• **Supplied records**
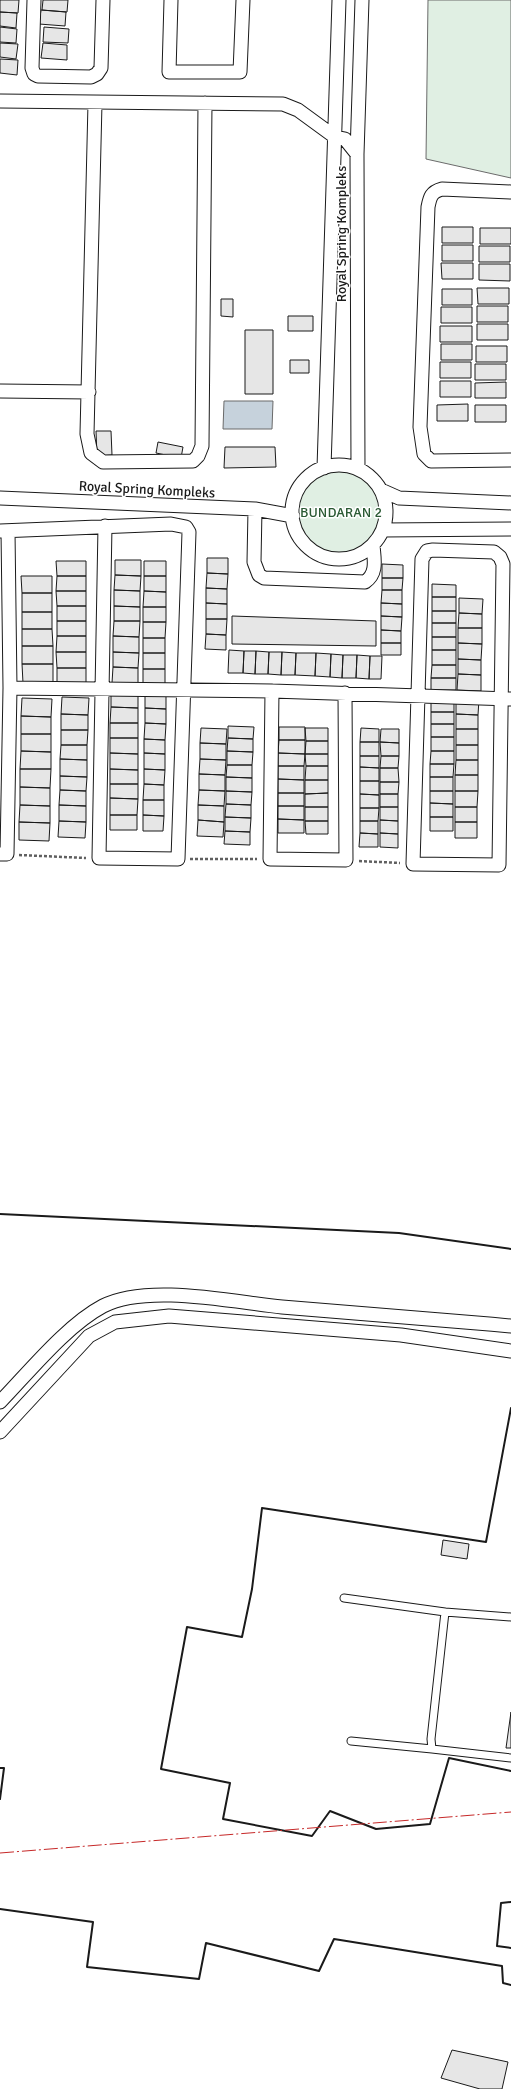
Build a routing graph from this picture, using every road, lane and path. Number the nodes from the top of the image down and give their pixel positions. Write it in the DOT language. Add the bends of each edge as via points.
graph roads {
  1 [pos="34,0"];
  2 [pos="103,0"];
  3 [pos="171,0"];
  4 [pos="243,0"];
  5 [pos="339,0"];
  6 [pos="362,0"];
  7 [pos="0,101"];
  8 [pos="95,103"];
  9 [pos="205,103"];
  10 [pos="335,137"];
  11 [pos="357,154"];
  12 [pos="511,192"];
  13 [pos="0,391"];
  14 [pos="89,392"];
  15 [pos="511,460"];
  16 [pos="324,468"];
  17 [pos="358,468"];
  18 [pos="381,490"];
  19 [pos="0,498"];
  20 [pos="511,503"];
  21 [pos="255,509"];
  22 [pos="292,516"];
  23 [pos="105,526"];
  24 [pos="511,529"];
  25 [pos="383,530"];
  26 [pos="4,531"];
  27 [pos="373,545"];
  28 [pos="507,564"];
  29 [pos="10,688"];
  30 [pos="103,690"];
  31 [pos="185,691"];
  32 [pos="272,691"];
  33 [pos="345,693"];
  34 [pos="418,695"];
  35 [pos="506,699"];
  36 [pos="4,854"];
  37 [pos="99,858"];
  38 [pos="178,859"];
  39 [pos="270,859"];
  40 [pos="346,860"];
  41 [pos="413,864"];
  42 [pos="511,1326"];
  43 [pos="511,1351"];
  44 [pos="0,1402"];
  45 [pos="0,1432"];
  46 [pos="344,1598"];
  47 [pos="445,1612"];
  48 [pos="511,1618"];
  49 [pos="351,1741"];
  50 [pos="432,1749"];
  51 [pos="511,1758"];
  1 -- 2 [label="street" via="34,74 91,77 101,68"];
  3 -- 4 [label="street" via="169,72 240,72"];
  5 -- 10 [label="street, Royal Spring Kompleks"];
  6 -- 11 [label="street, Royal Spring Kompleks"];
  7 -- 8 [label="street"];
  8 -- 9 [label="street"];
  8 -- 14 [label="street"];
  9 -- 10 [label="street" via="283,104 298,110"];
  9 -- 14 [label="street" via="202,446 198,456 193,461 103,462 91,453 88,446"];
  10 -- 11 [label="street" via="345,139"];
  10 -- 16 [label="street, Royal Spring Kompleks"];
  11 -- 17 [label="street, Royal Spring Kompleks"];
  12 -- 15 [label="street" via="442,189 430,196 420,427 424,454 431,461"];
  13 -- 14 [label="street"];
  16 -- 17 [label="street" via="340,465"];
  16 -- 22 [label="street" via="302,483 294,499"];
  17 -- 18 [label="street" via="375,481"];
  18 -- 20 [label="street" via="399,498"];
  18 -- 25 [label="street" via="386,510"];
  19 -- 21 [label="street, Royal Spring Kompleks"];
  21 -- 22 [label="street, Royal Spring Kompleks"];
  21 -- 27 [label="street" via="254,562 259,575 264,578 365,582 374,572"];
  22 -- 27 [label="street" via="302,541 324,557 350,558"];
  23 -- 26 [label="street"];
  23 -- 30 [label="street"];
  23 -- 31 [label="street" via="180,524 189,532"];
  24 -- 25 [label="street"];
  25 -- 27 [label="street"];
  26 -- 29 [label="street"];
  28 -- 34 [label="street" via="497,554 490,552 427,550 424,554"];
  28 -- 35 [label="street"];
  29 -- 30 [label="street"];
  29 -- 36 [label="street"];
  30 -- 31 [label="street"];
  30 -- 37 [label="street"];
  31 -- 32 [label="street"];
  31 -- 38 [label="street"];
  32 -- 33 [label="street"];
  32 -- 39 [label="street"];
  33 -- 34 [label="street"];
  33 -- 40 [label="street"];
  34 -- 35 [label="street"];
  34 -- 41 [label="street"];
  35 -- 41 [label="street" via="499,865"];
  36 -- 37 [label="path"];
  37 -- 38 [label="street"];
  38 -- 39 [label="path"];
  39 -- 40 [label="street"];
  40 -- 41 [label="path"];
  42 -- 44 [label="street" via="164,1294 127,1298 104,1306 83,1319"];
  43 -- 45 [label="street" via="401,1334 169,1316 135,1318 115,1322 89,1336"];
  46 -- 47 [label="lane"];
  47 -- 48 [label="lane"];
  47 -- 50 [label="lane"];
  49 -- 50 [label="lane"];
  50 -- 51 [label="lane"];
}
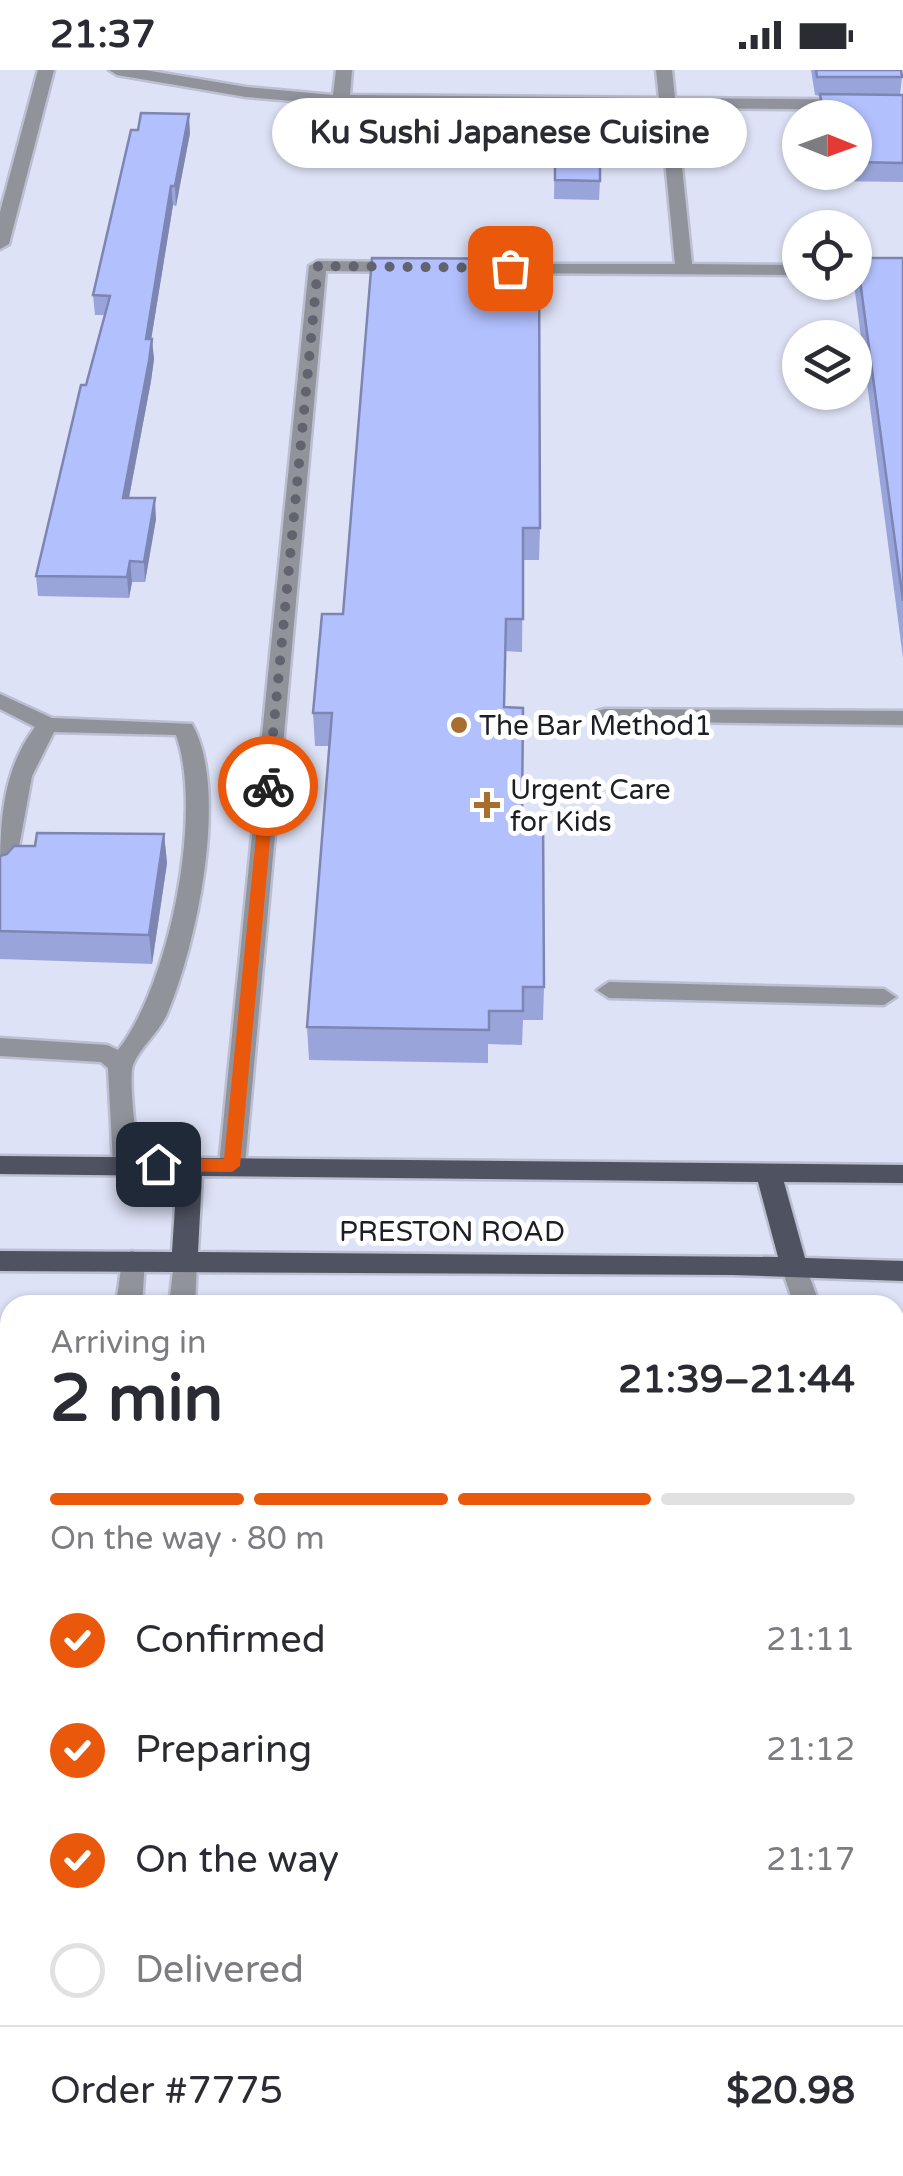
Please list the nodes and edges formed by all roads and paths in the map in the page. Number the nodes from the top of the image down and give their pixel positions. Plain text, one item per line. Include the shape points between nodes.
1 (46, 70) edge
2 (118, 70) edge
3 (344, 70) edge
4 (664, 70) edge
5 (341, 100) junction
6 (668, 104) junction
7 (903, 105) edge
8 (0, 244) edge
9 (433, 267) edge
10 (491, 268) edge
11 (684, 269) junction
12 (782, 270) edge
13 (0, 701) edge
14 (605, 716) dead end
15 (903, 718) edge
16 (48, 725) junction
17 (2, 874) edge
18 (610, 990) dead end
19 (884, 997) dead end
20 (0, 1047) edge
21 (120, 1065) junction
22 (126, 1164) junction
23 (0, 1165) edge
24 (190, 1165) junction
25 (232, 1166) junction
26 (768, 1170) junction
27 (903, 1174) edge
28 (132, 1261) junction
29 (184, 1261) junction
30 (0, 1262) edge
31 (794, 1266) junction
32 (903, 1272) edge
33 (130, 1295) edge
34 (182, 1295) edge
35 (804, 1295) edge

1 - 8 street
2 - 5 street via 229,90
3 - 5 street
4 - 6 street
5 - 6 street
6 - 7 street
6 - 11 street
9 - 25 street via 318,266
10 - 11 street
11 - 12 street
13 - 16 street
14 - 15 street
16 - 17 street via 34,740 18,784
16 - 21 street via 184,729 194,745 194,836 178,948 154,1016
18 - 19 street
20 - 21 street via 107,1054
21 - 22 street
22 - 23 main road
22 - 24 main road
24 - 25 main road
24 - 29 main road
25 - 26 main road
26 - 27 main road
26 - 31 main road
28 - 29 main road, PRESTON ROAD
28 - 30 main road, PRESTON ROAD
28 - 33 street
29 - 31 main road, PRESTON ROAD
29 - 34 street
31 - 32 main road, PRESTON ROAD
31 - 35 street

• **Exercise details**
The answer should hold exactly the lines running from the one with "Please list the" to the final line of the data, both ends counted.

• **Result for this exercise**
Please list the nodes and edges formed by all roads and paths in the map in the page. Number the nodes from the top of the image down and give their pixel positions. Plain text, one item per line. Include the shape points between nodes.
1 (46, 70) edge
2 (118, 70) edge
3 (344, 70) edge
4 (664, 70) edge
5 (341, 100) junction
6 (668, 104) junction
7 (903, 105) edge
8 (0, 244) edge
9 (433, 267) edge
10 (491, 268) edge
11 (684, 269) junction
12 (782, 270) edge
13 (0, 701) edge
14 (605, 716) dead end
15 (903, 718) edge
16 (48, 725) junction
17 (2, 874) edge
18 (610, 990) dead end
19 (884, 997) dead end
20 (0, 1047) edge
21 (120, 1065) junction
22 (126, 1164) junction
23 (0, 1165) edge
24 (190, 1165) junction
25 (232, 1166) junction
26 (768, 1170) junction
27 (903, 1174) edge
28 (132, 1261) junction
29 (184, 1261) junction
30 (0, 1262) edge
31 (794, 1266) junction
32 (903, 1272) edge
33 (130, 1295) edge
34 (182, 1295) edge
35 (804, 1295) edge

1 - 8 street
2 - 5 street via 229,90
3 - 5 street
4 - 6 street
5 - 6 street
6 - 7 street
6 - 11 street
9 - 25 street via 318,266
10 - 11 street
11 - 12 street
13 - 16 street
14 - 15 street
16 - 17 street via 34,740 18,784
16 - 21 street via 184,729 194,745 194,836 178,948 154,1016
18 - 19 street
20 - 21 street via 107,1054
21 - 22 street
22 - 23 main road
22 - 24 main road
24 - 25 main road
24 - 29 main road
25 - 26 main road
26 - 27 main road
26 - 31 main road
28 - 29 main road, PRESTON ROAD
28 - 30 main road, PRESTON ROAD
28 - 33 street
29 - 31 main road, PRESTON ROAD
29 - 34 street
31 - 32 main road, PRESTON ROAD
31 - 35 street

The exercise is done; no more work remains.